General Motors will bring self-driving cars to Manhattan in 2018

Posted On Tue, October 17, 2017 By

Posted On Tue, October 17, 2017 By In Policy, Technology, Transportation

A self-driving vehicle, photo via GM

General Motors will bring a fleet of self-driving cars to a 5-square-mile section of lower Manhattan early next year, becoming the first company to deploy autonomous cars in New York City. As the Wall Street Journal learned, in partnership with driverless-car developer Cruise Automation, GM’s testing will include an engineer in the driver’s seat to monitor the performance and a second person in the passenger seat. In May, Governor Andrew Cuomo and the state began accepting applications from companies interested in autonomous technologies in New York. GM and Cruise’s planned testing will become the first time Level 4 autonomous vehicles will be tested in NYC, getting a head start on making the Big Apple a hub for self-driving cars.

GM’s Cruise Automation has tested more than 100 self-driving cars in other places, but its performance in San Fransisco has laid the groundwork for its work in New York City. Both cities are highly congested with a lot of potentially challenging driving situations, like bad weather or aggressive drivers. These hurdles are expected to improve the technology at a much faster rate than if tested in most other places.

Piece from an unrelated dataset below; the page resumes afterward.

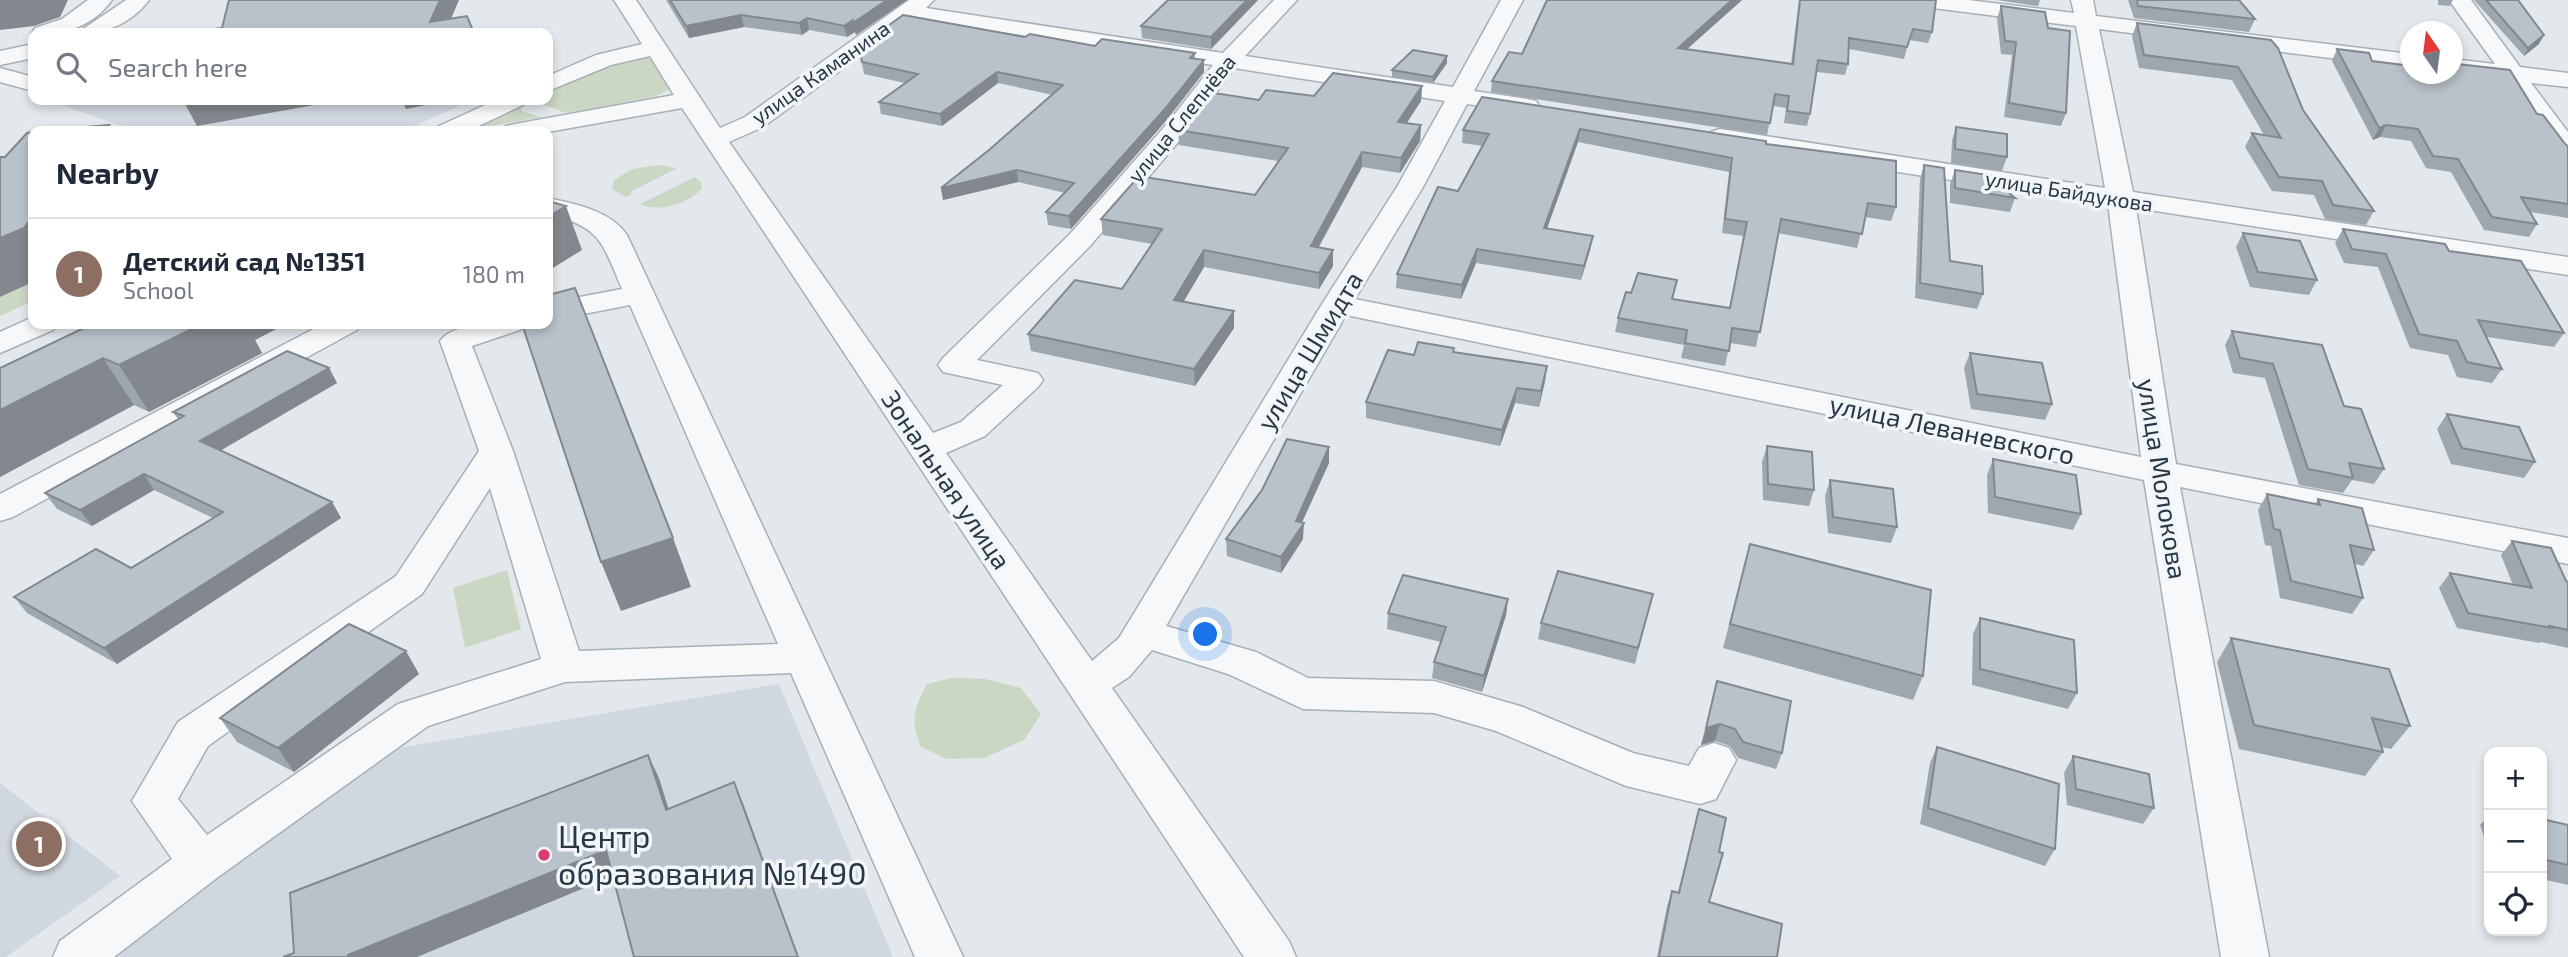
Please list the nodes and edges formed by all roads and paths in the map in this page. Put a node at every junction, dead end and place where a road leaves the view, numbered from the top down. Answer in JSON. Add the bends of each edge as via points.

In a press release, Cuomo said driverless cars have the potential to save both time and lives. He added, “The spirit of innovation is what defines New York, and we are positioned on the forefront of this emerging industry that has the potential to be the next great technological advance that moves our economy and moves us forward.”

The Department of Motor Vehicles and the State Police will work with GM and Cruise to ensure the vehicles meet safety standards. As a result of talk surrounding GM’s driverless technology, the company’s shares have surged more than 25 percent in two months.

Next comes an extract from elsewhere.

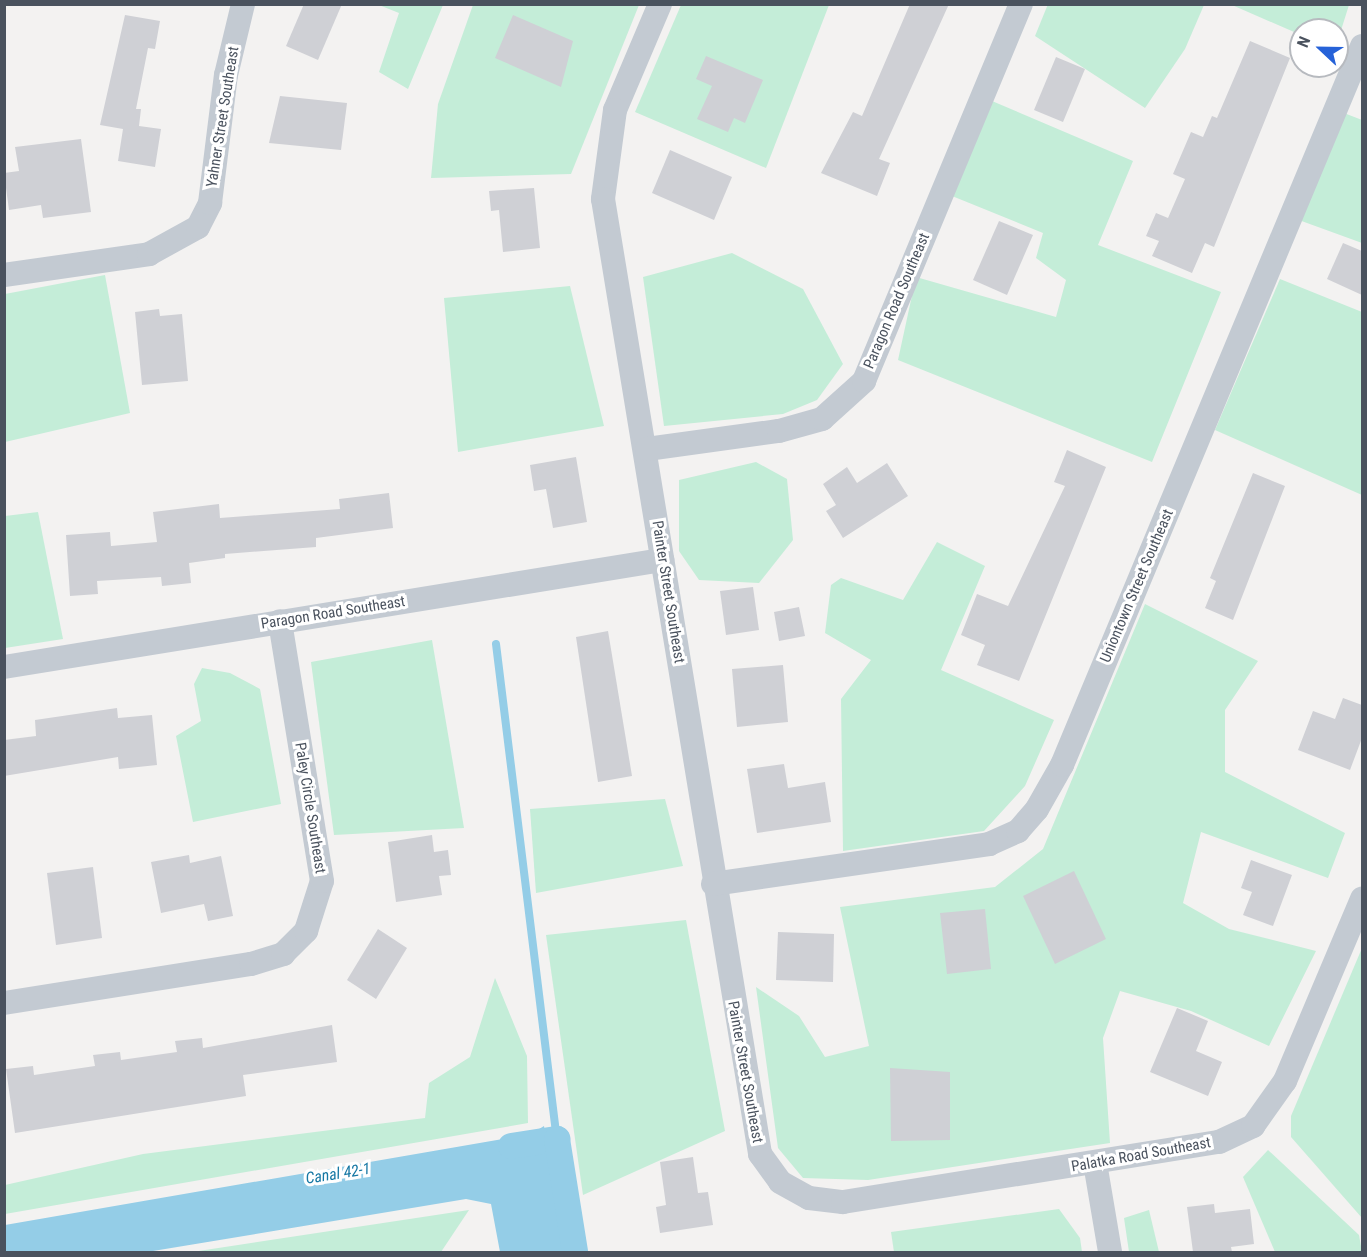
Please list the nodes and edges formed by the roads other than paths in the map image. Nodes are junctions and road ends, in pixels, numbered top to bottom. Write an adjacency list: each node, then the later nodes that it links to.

Critics worry the transition to autonomous vehicles will threaten the jobs of thousands of the city’s cab drivers when humans are displaced by this technology. As 6sqft previously covered, shared driverless vehicles could account for a quarter of all miles driven in the United States by 2030. Because New Yorkers own fewer vehicles than residents in any other U.S. city, it’s the current biggest market for ride-hail services and is now becoming the best area for companies to explore this new technology.